279    L’employeur aurait dû indiquer qu’il ne souhaitait pas que de telles situations se reproduisent. Je ne crois pas que l’on puisse tolérer que lors de rencontres les employés et les gestionnaires se pointent du doigt, plus particulièrement comme dans le cas présent où les parties sont assises l’une près de l’autre.

[…]

281    Je considère cependant que l’employeur n’a pas respecté la lettre et l’esprit de l’article 1 de la convention collective et a mal appliqué la Politique sur la prévention et le règlement du harcèlement en milieu de travail préparé par le Secrétariat du Conseil du Trésor. L’audience du grief a remédié à la procédure, mais l’employeur devrait reconsidérer sa décision sur le bien-fondé de la plainte. L’article 19 de la convention collective ne s’applique pas au cas de la fonctionnaire se sentant lésée.

11 L’article 1 de la convention collective se lit comme suit :

1.01 La présente convention a pour objet d’assurer le maintien de rapports harmonieux et mutuellement avantageux entre l’Employeur, l’Alliance et les employé-e-s et d’énoncer certaines conditions d’emploi pour tous les employé-e-s décrits dans le certificat émis le 7 juin 1999 par la Commission des relations de travail dans la fonction publique, à l’égard des employé-e-s du groupe Services des programmes et de l’administration.

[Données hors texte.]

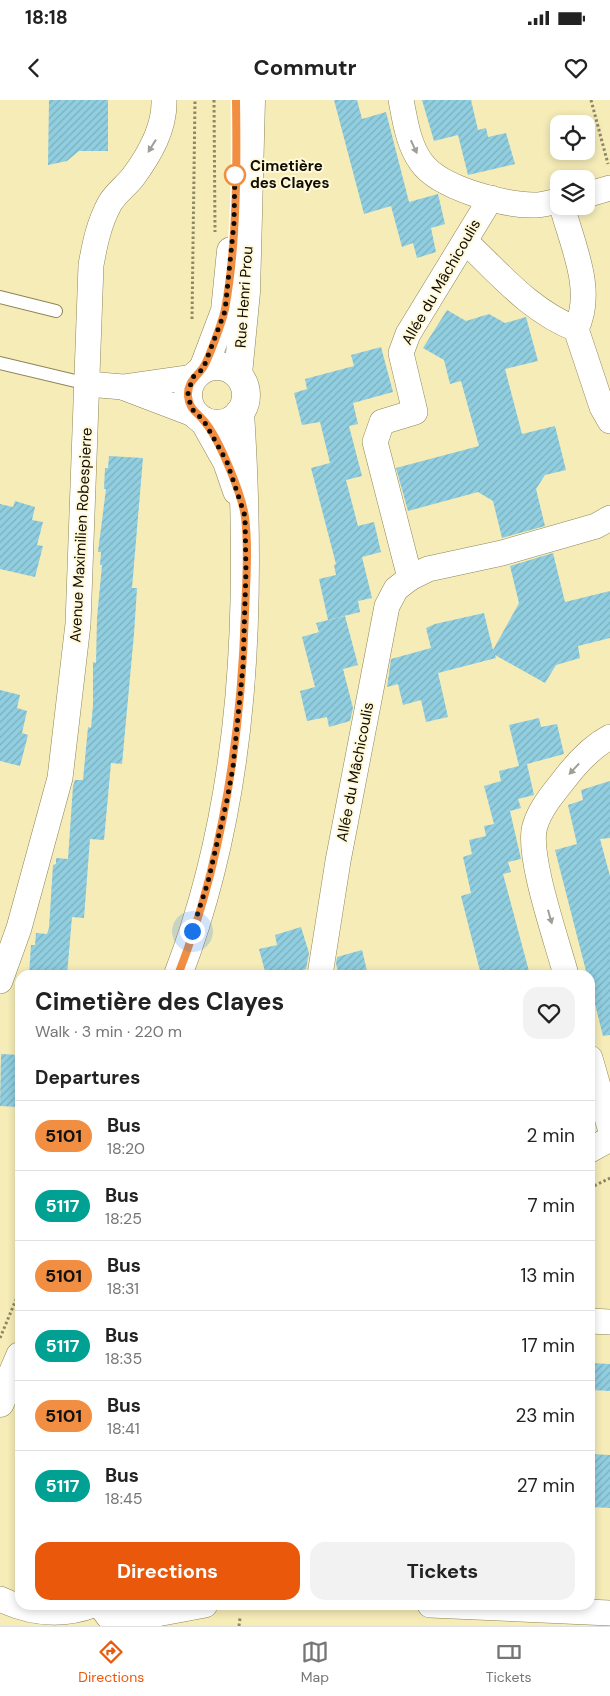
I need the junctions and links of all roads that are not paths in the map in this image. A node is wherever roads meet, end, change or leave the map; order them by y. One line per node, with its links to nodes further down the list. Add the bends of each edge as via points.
1 (164, 100): 17 (street, Avenue Maximilien Robespierre, one-way to 17, via 165,112 157,138 133,177 111,202 97,233 91,265)
2 (236, 100): 15 (street, Rue Henri Prou, via 234,223 225,311)
3 (250, 100): 16 (street, Rue Henri Prou, via 246,292)
4 (401, 100): 7 (street, one-way to 7, via 410,139 421,162 440,178)
5 (610, 188): 6 (street)
6 (595, 192)
7 (491, 198): 8 (street, via 509,203); 10 (street, Allée du Mâchicoulis)
8 (550, 203)
9 (564, 215): 13 (street, via 582,280 581,318)
10 (465, 241): 13 (street, via 534,307 553,320); 24 (street, Allée du Mâchicoulis, via 408,334 401,353 415,412 382,422 374,442)
11 (0, 297): 12 (lane)
12 (56, 310)
13 (576, 329): 21 (street, via 602,407)
14 (0, 363): 17 (lane)
15 (198, 373): 16 (street, via 221,366); 18 (street); 20 (street, via 188,393 191,408)
16 (238, 374): 19 (street, via 246,388)
17 (88, 384): 18 (street); 26 (street, Avenue Maximilien Robespierre, via 78,624 60,778)
18 (123, 387): 20 (street)
19 (240, 412): 20 (street, via 224,423 214,424); 22 (street)
20 (200, 418): 22 (street, via 227,462)
21 (610, 420)
22 (245, 516): 27 (street, via 243,666 233,767 208,882)
23 (610, 518): 24 (street, Allée du Mâchicoulis, via 596,526 502,554 428,569)
24 (410, 578): 28 (street, Allée du Mâchicoulis, via 396,589 387,606 338,861)
25 (610, 737): 29 (street, one-way to 29, via 591,750 566,776 543,807 534,827 533,845 540,884)
26 (9, 924): 30 (street, Avenue Maximilien Robespierre)
27 (180, 970)
28 (321, 970)
29 (565, 970)
30 (0, 981)
31 (595, 1076): 32 (street)
32 (610, 1128)
33 (610, 1139): 34 (street)
34 (595, 1147)
35 (595, 1321): 36 (street)
36 (610, 1322)
37 (15, 1368): 38 (street)
38 (0, 1403)
39 (0, 1599): 40 (street)
40 (15, 1606)
41 (34, 1610): 42 (street, via 50,1613)
42 (79, 1610)
43 (104, 1610): 44 (street, via 119,1621)
44 (178, 1610)
45 (452, 1610): 46 (street)
46 (466, 1613): 47 (street)
47 (610, 1613)

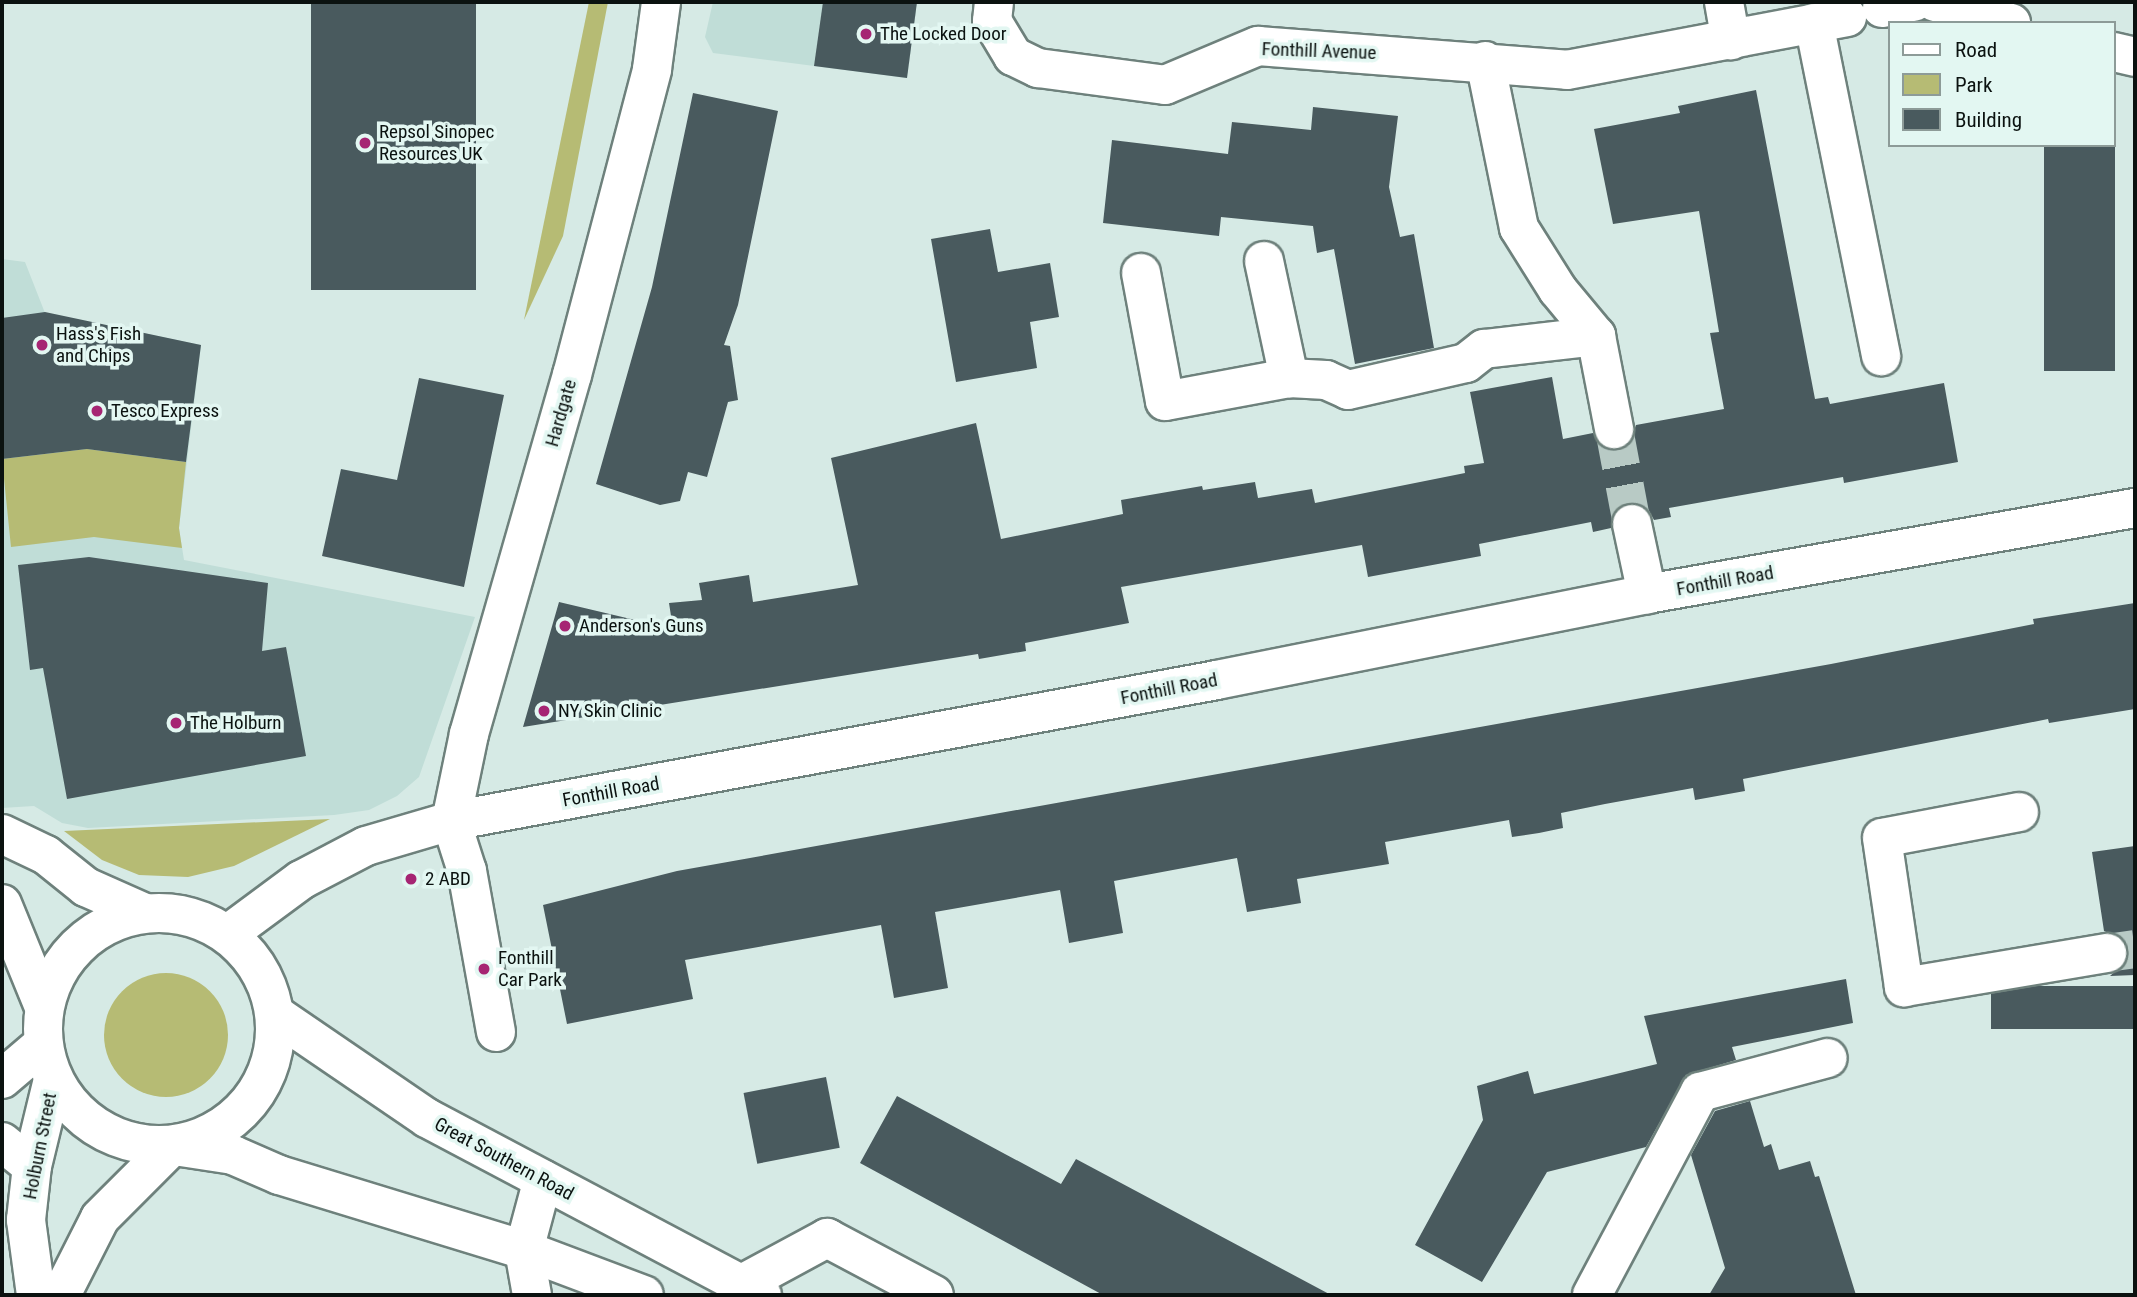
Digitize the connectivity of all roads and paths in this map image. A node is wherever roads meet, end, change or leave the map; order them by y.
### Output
1 (661, 2) edge
2 (994, 2) edge
3 (1724, 2) edge
4 (1936, 2) edge
5 (1864, 13) edge
6 (2004, 21) edge
7 (1731, 40) junction
8 (2116, 52) edge
9 (2135, 57) edge
10 (1485, 61) junction
11 (1264, 261) dead end
12 (1141, 273) dead end
13 (1596, 336) junction
14 (1881, 356) dead end
15 (1289, 378) junction
16 (1614, 429) tunnel mouth
17 (2135, 508) edge
18 (1632, 524) tunnel mouth
19 (1647, 594) junction
20 (2019, 812) dead end
21 (451, 821) junction
22 (2, 834) edge
23 (2, 904) edge
24 (145, 913) junction
25 (228, 934) junction
26 (2107, 953) tunnel mouth
27 (276, 1015) junction
28 (496, 1032) dead end
29 (47, 1043) junction
30 (1828, 1058) dead end
31 (2, 1079) edge
32 (2, 1142) edge
33 (172, 1146) junction
34 (32, 1166) junction
35 (543, 1179) junction
36 (524, 1250) junction
37 (1598, 1283) edge
38 (752, 1290) edge
39 (36, 1295) edge
40 (61, 1295) edge
41 (532, 1295) edge
42 (644, 1295) edge
43 (934, 1295) edge

1 - 21 street, Hardgate
2 - 10 street, Fonthill Avenue
3 - 7 street
4 - 6 street
5 - 7 street, Fonthill Avenue
5 - 14 street
7 - 10 street, Fonthill Avenue
8 - 9 street
10 - 13 street
11 - 15 street
12 - 15 street
13 - 15 street
13 - 16 street
17 - 19 street, Fonthill Road
18 - 19 street
19 - 21 street, Fonthill Road
20 - 26 street
21 - 25 street, Fonthill Road
21 - 28 street
22 - 24 street
23 - 29 street
24 - 25 street
24 - 29 street
25 - 27 street
27 - 33 street
27 - 35 street, Great Southern Road
29 - 31 street
29 - 33 street
29 - 34 street, Holburn Street
30 - 37 street
32 - 34 street
33 - 36 street
33 - 40 street
34 - 39 street, Holburn Street
35 - 36 street
35 - 38 street, Great Southern Road
36 - 41 street
36 - 42 street
38 - 43 street, Great Southern Road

1.02 Les parties à la présente convention ont un désir commun d’améliorer la qualité de la fonction publique du Canada et de favoriser le bien-être de ses employé-e-s afin que les Canadiens soient servis convenablement et efficacement. Par conséquent, elles sont déterminées à établir, dans le cadre des lois existantes, des rapports de travail efficaces à tous les niveaux de la fonction publique auxquels appartiennent les membres des unités de négociation.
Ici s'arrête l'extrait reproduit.